Now that the iPhone 5 has reached the hands of possibly millions of new customers, there are reports that some customers are having a problem with the iPhone 5's Wi-Fi connectivity.
A thread titled Painfully Slow WiFi on new iPhone 5 on our own forums details some of the problems that have been seen by some customers. Byran85 writes:
I just got done setting up my iPhone 5 (as new, not restore). I was trying to download my music from iTunes when it seemed to be taking forever. I cancelled the downloads and then kept testing the WiFi in various other ways. Just loading the app store, my iPhone 4 will load anything faster than my iPhone 5 right now. I've rebooted the router and tried multiple devices and have narrowed the problem down to the WiFi in the iPhone 5. I've also tried using different bands, 2.4 and 5 both produce the same outcome. I launched speedtest.net app about 2 minutes ago and hit begin test. Its still "finding the closest server". I have also tried the reset network settings. Still the same issue.
The rest of the thread shows others with the same type of problem (slow to no connectivity), while others report simply slower-than-normal connectivity. The image on the right was posted by @I_Am_Lucas showing ~2.5Mbps (~300K/s) on his Wi-Fi network. Others have even reported speeds down to 0.5Mbps (~62K/s).
Some users have been able to isolate their problem to when connecting to WPA2 encrypted Wi-Fi routers, and found that moving to (the much less secure) WEP encryption or being unprotected can resolve the issue. Since Apple Retail Stores have unprotected Wi-Fi, the issue may not show up at all in-store. Some have reported success with iPhone 5 hardware replacements from Apple, but several users have reported no success after getting a replacement unit. It should be noted that there may be multiple Wi-Fi related issues that could be affecting users. A lengthy thread in Apple's own discussion forum also reflects the same issues amongst many customers.

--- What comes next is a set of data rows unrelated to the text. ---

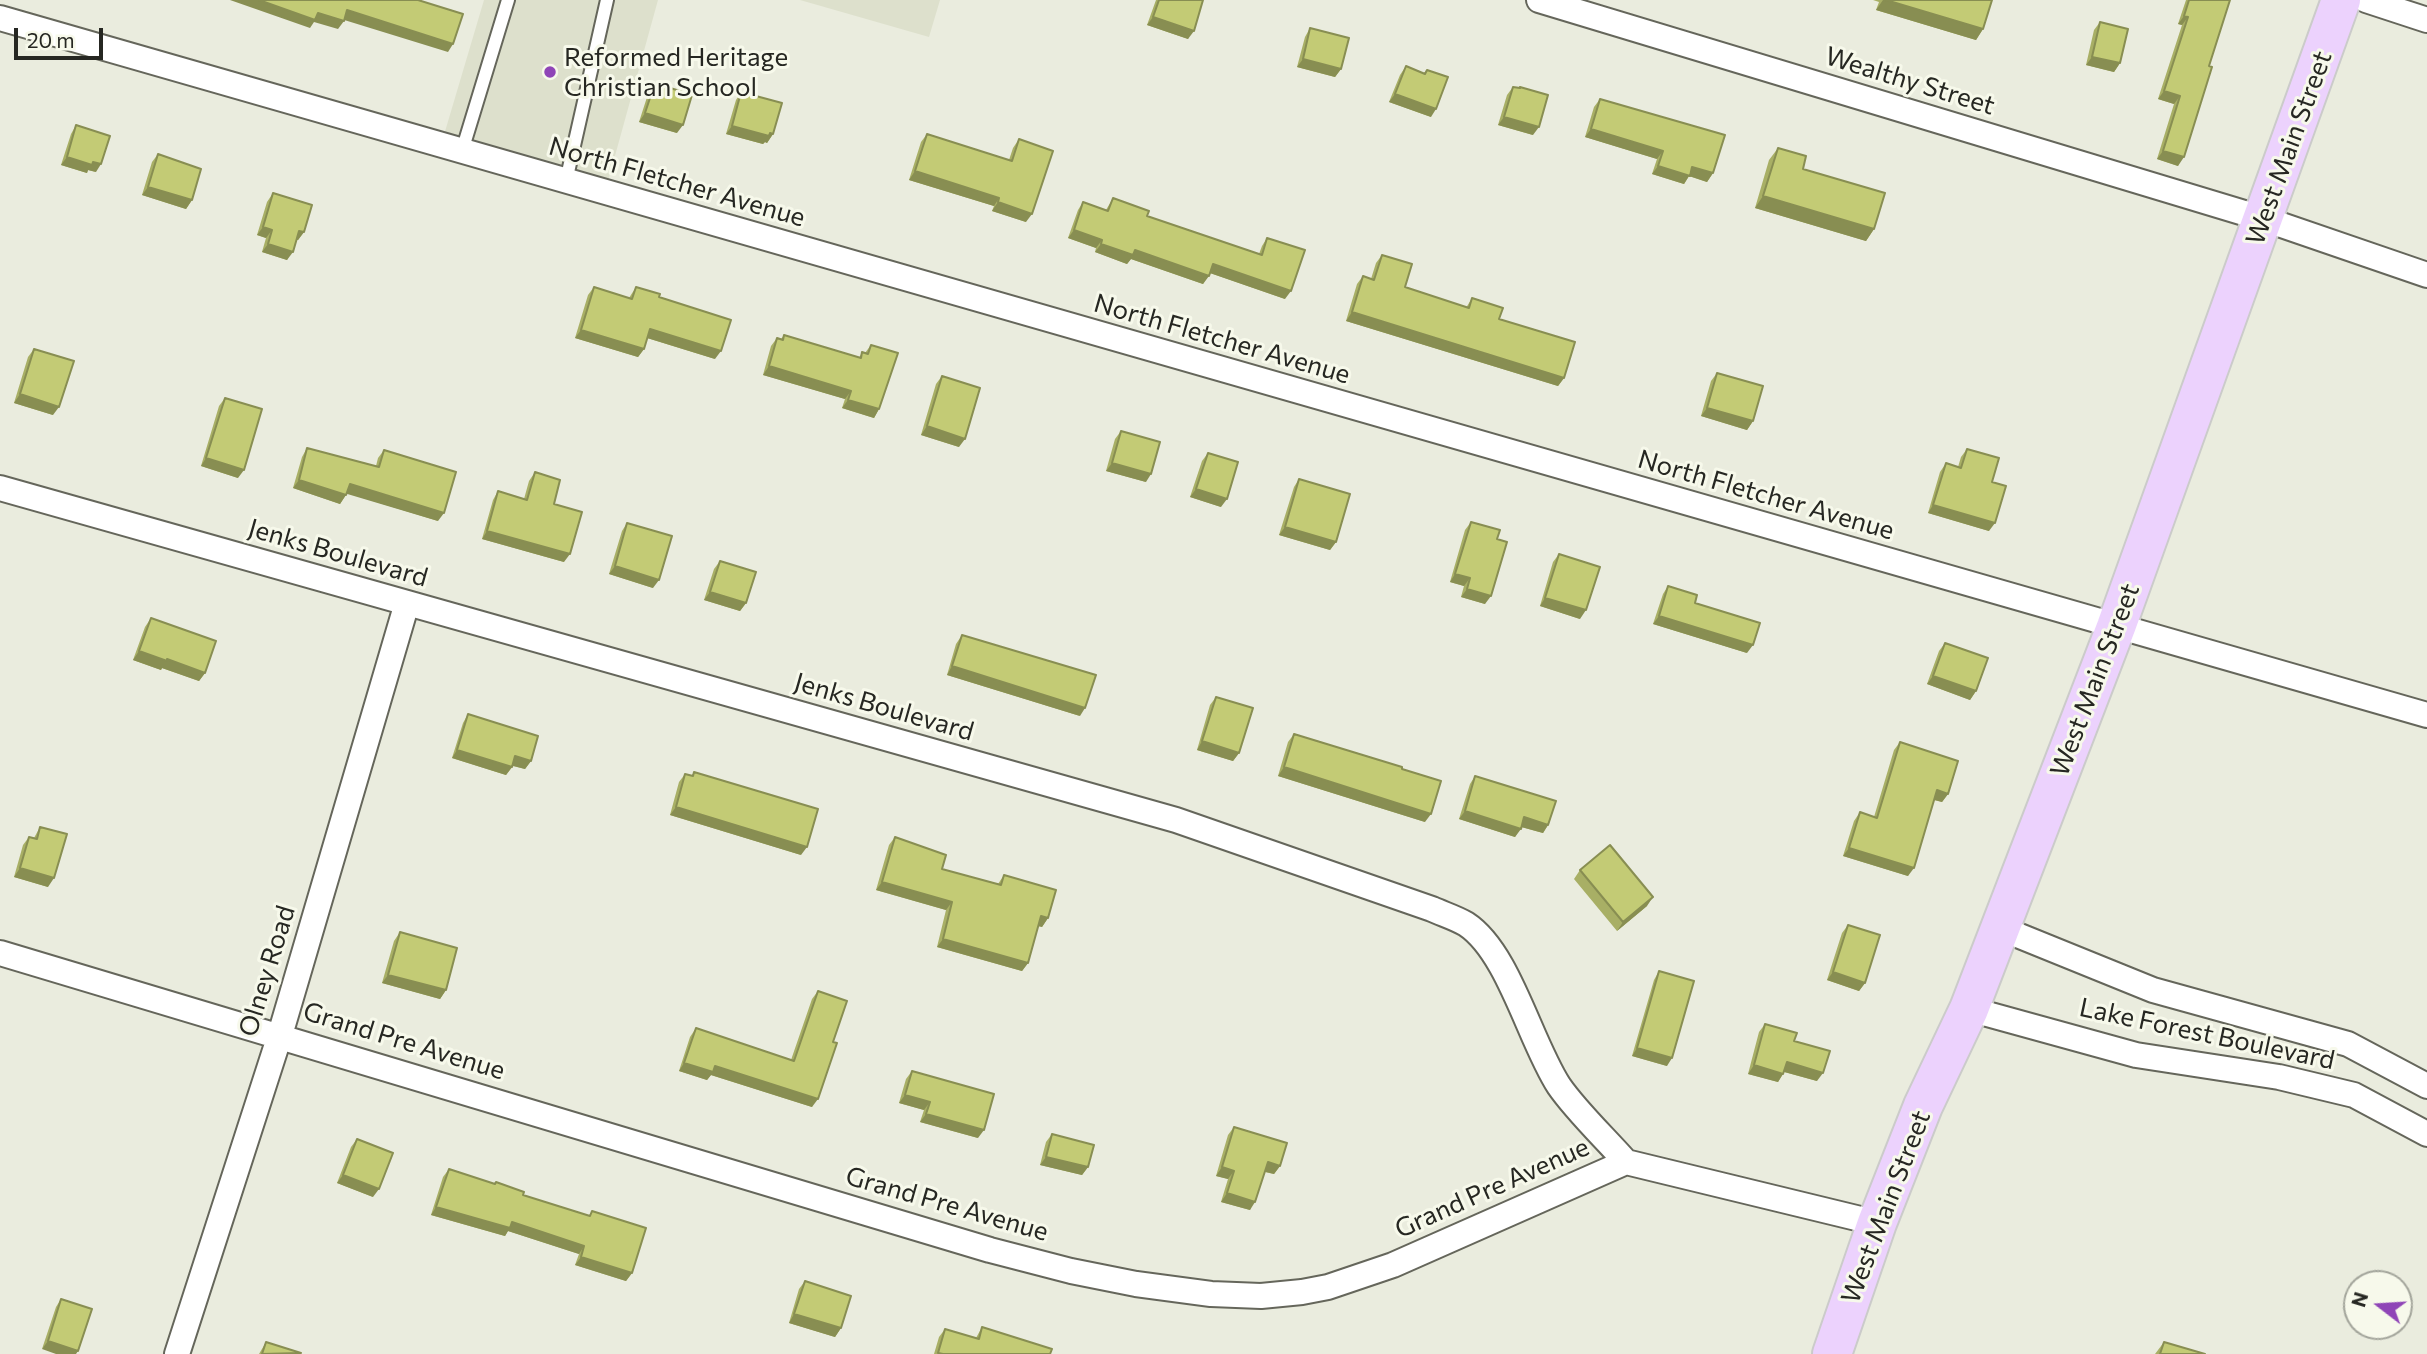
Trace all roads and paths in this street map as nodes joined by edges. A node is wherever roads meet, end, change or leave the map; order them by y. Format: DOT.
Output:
graph roads {
  1 [pos="508,0"];
  2 [pos="607,0"];
  3 [pos="1539,0"];
  4 [pos="2341,0"];
  5 [pos="2366,0"];
  6 [pos="0,18"];
  7 [pos="2427,20"];
  8 [pos="462,151"];
  9 [pos="566,181"];
  10 [pos="2264,219"];
  11 [pos="2427,275"];
  12 [pos="0,488"];
  13 [pos="407,603"];
  14 [pos="2116,627"];
  15 [pos="2427,715"];
  16 [pos="2000,928"];
  17 [pos="0,953"];
  18 [pos="1969,1009"];
  19 [pos="280,1035"];
  20 [pos="2427,1086"];
  21 [pos="2427,1134"];
  22 [pos="1626,1162"];
  23 [pos="1877,1223"];
  24 [pos="177,1354"];
  25 [pos="1832,1354"];
  1 -- 8 [label="lane"];
  2 -- 9 [label="lane"];
  3 -- 10 [label="street, Wealthy Street"];
  4 -- 10 [label="main road, West Main Street"];
  5 -- 7 [label="street"];
  6 -- 8 [label="street, North Fletcher Avenue"];
  8 -- 9 [label="street, North Fletcher Avenue"];
  9 -- 14 [label="street, North Fletcher Avenue"];
  10 -- 11 [label="street, Wealthy Street"];
  10 -- 14 [label="main road, West Main Street"];
  12 -- 13 [label="street, Jenks Boulevard"];
  13 -- 19 [label="street, Olney Road"];
  13 -- 22 [label="street, Jenks Boulevard"];
  14 -- 15 [label="street, North Fletcher Avenue"];
  14 -- 16 [label="main road, West Main Street"];
  16 -- 18 [label="main road, West Main Street"];
  16 -- 20 [label="street, Lake Forest Boulevard"];
  17 -- 19 [label="street, Grand Pre Avenue"];
  18 -- 21 [label="street, Lake Forest Boulevard"];
  18 -- 23 [label="main road, West Main Street"];
  19 -- 22 [label="street, Grand Pre Avenue"];
  19 -- 24 [label="street, Olney Road"];
  22 -- 23 [label="street, Grand Pre Avenue"];
  23 -- 25 [label="main road, West Main Street"];
}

One Apple forum poster received confirmation from AppleCare that Apple seems to be aware of the issue, but a resolution is not yet available:
Just spoke with iPhone AppleCare and they are definitely aware of the problem and Apple engineers are working on it. I asked if it was hardware or software related and she said the WPA2 issue seems to be software based and the non-connecting issue may be hardware based, but that they are still trying to identify the cause.
According to the AppleCare representative, they are still working on the issue. The issue seems to affect a small minority of iPhone 5 owners.